精子发生过程中，作为生精小管内唯一与生精细胞接触的体细胞，支持细胞（SCs）对生精细胞的发育分化起着重要的干预调节作用。大量文献表明，机体可以通过去乙酰化修饰机制对SCs关键性基因进行重要调控。我们前期研究显示组蛋白去乙酰化酶募集分子MTA2在SCs中特异性表达，这种表达受雄激素调节；MTA2参与了FSH对其受体的转录抑制调节；在以唯支持细胞综合征为代表的严重生精障碍的睾丸病理组织中MTA2的表达锐减，提示后者可能参与其病理发生。本课题拟在此基础上进一步研究MTA2与FSH、雄激素信号通路的作用关系，体外、体内干涉MTA2的表达后观察对各级生精细胞发育、分化的影响，继而深入研究其作用机制，尤其是与组蛋白去乙酰化酶HDACs的作用关系。这些研究可以阐明MTA2在SCs上特异性表达的功能意义，揭示其作用机制，并有助于发现SCs通过MTA信号通路调控生精细胞增殖分化的新机制，具有重要理论意义。

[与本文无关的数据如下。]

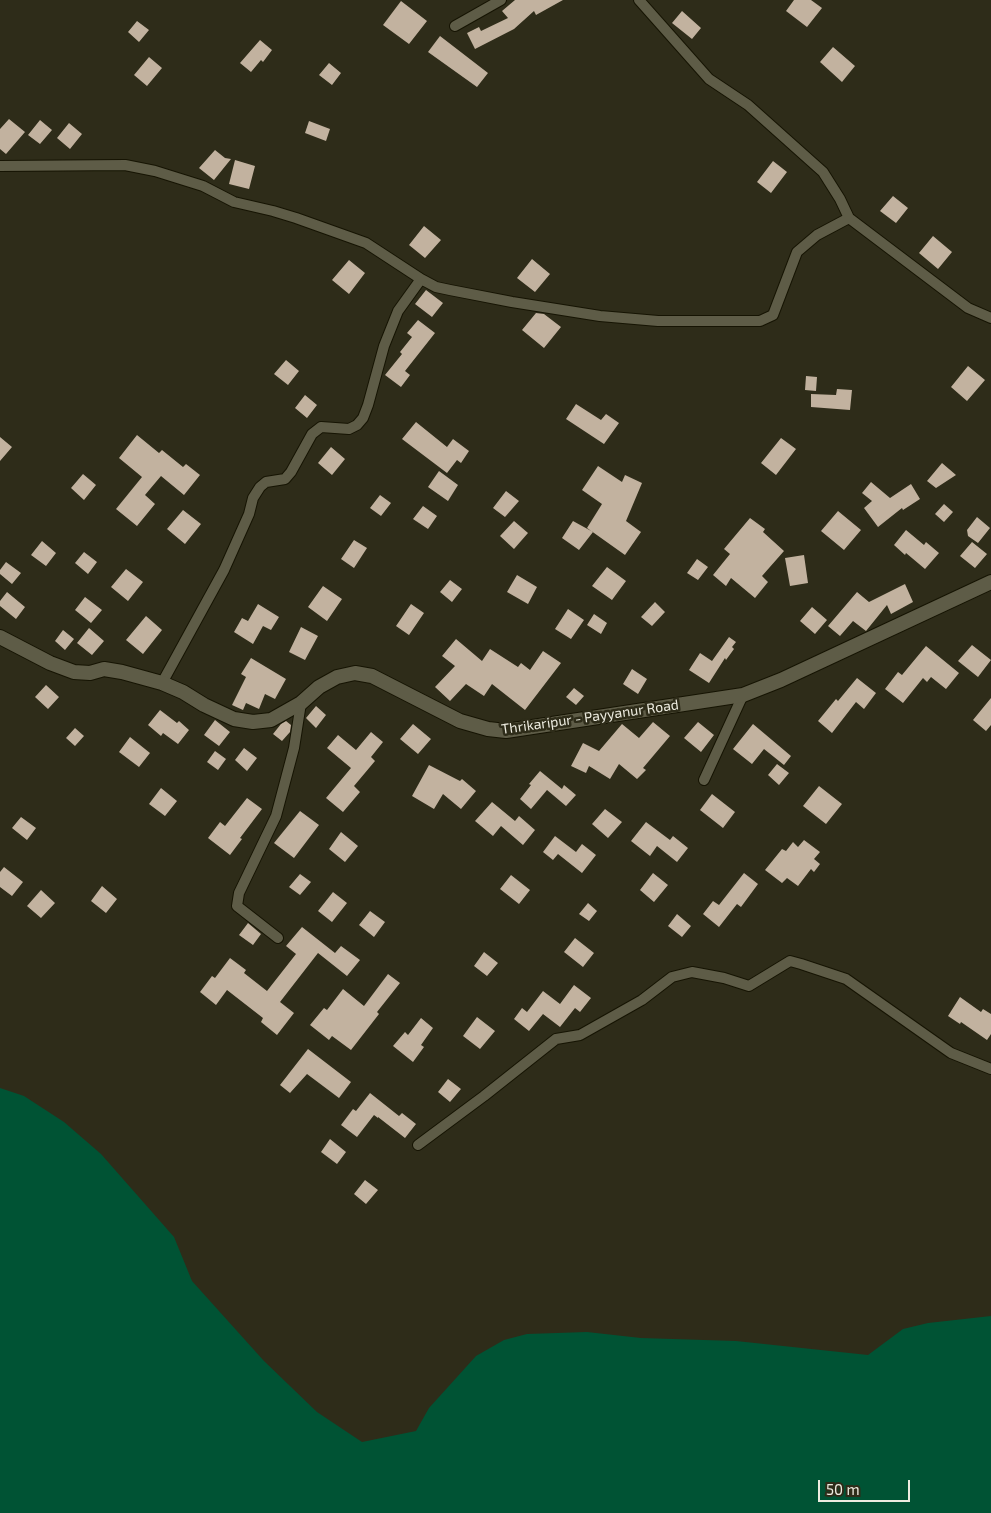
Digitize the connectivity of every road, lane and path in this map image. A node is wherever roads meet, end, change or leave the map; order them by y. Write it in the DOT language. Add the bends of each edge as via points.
graph roads {
  1 [pos="501,0"];
  2 [pos="639,0"];
  3 [pos="455,26"];
  4 [pos="0,166"];
  5 [pos="848,218"];
  6 [pos="421,279"];
  7 [pos="991,318"];
  8 [pos="991,582"];
  9 [pos="0,636"];
  10 [pos="162,683"];
  11 [pos="743,695"];
  12 [pos="301,703"];
  13 [pos="704,780"];
  14 [pos="278,938"];
  15 [pos="991,1069"];
  16 [pos="418,1145"];
  1 -- 3 [label="street"];
  2 -- 5 [label="street" via="709,79 748,105 823,172"];
  4 -- 6 [label="street" via="125,164 155,171 203,186 234,202 296,218 366,243"];
  5 -- 6 [label="street" via="816,235 797,252 773,314 760,321 658,321 600,316 450,290"];
  5 -- 7 [label="street" via="968,308"];
  6 -- 10 [label="street" via="398,311 363,418 350,429 322,428 312,434 285,479 266,482 260,487 224,570"];
  8 -- 11 [label="main road, Thrikaripur - Payyanur Road"];
  9 -- 10 [label="main road, Thrikaripur - Payyanur Road" via="74,672 122,672"];
  10 -- 12 [label="main road, Thrikaripur - Payyanur Road" via="234,719 253,722 271,720"];
  11 -- 12 [label="main road, Thrikaripur - Payyanur Road" via="506,731 460,721 372,676 355,672 319,687"];
  11 -- 13 [label="street"];
  12 -- 14 [label="street" via="294,748 276,816 239,893 237,906"];
  15 -- 16 [label="street" via="951,1053 846,979 801,964 790,961 749,986 692,972 672,977 642,1000 580,1035 556,1039"];
}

Sertoli cells (SCs),characterized as the only somatic cells possessing close structural relationship with germ cells inside the seminiferous tubules, have drawn much attention of reproductive researchers because of their pivotal roles in the regulation of spermatogenic proliferation and differentiation. Accumulated evidences have demonstrated that deacetylation serves as a key modulator of the function of the genes predominantly expressed in SCs. We previously found that Metastasis associated protein 2 (MTA2), a recruiter of histone deacetylases, was exclusively expresssed in SCs.Its expression could be regulated by androgen pathway. MTA2 was involved in the homologous down-regulation of transcription of the FSH receptor gene in SCs. Furthermore, an attenuated expression patter of MTA2 was detected in pathological human testis with severe spermatogenic failure such as Sertoli cell only syndrome(SCOS), indicating a potential involvement of this histone modifier during the pathogenesis. These data collectively suggest that MTA2 may be an important regulator in SCs during spermatogenesis. An investigation is therefore to be initiated to futher study the potential relationship between MTA2, FSH-pathway and androgen signaling.We also try to observe the effect of ablation of MTA2 on the development and differentiatin of various spermatogenic cells by in vivo siRNA treatment, and to reveal the possible underlying mechanism, especially regarding the association with HDACs. Our systematic study would be helpful to elucidate the function and mechanism of SCs-specific expression of MTA2 during spermatogenesis, which will certainly shed novel light on the underlying mechanism by which SCs modulate spermatogenesis via MTA signaling pathway.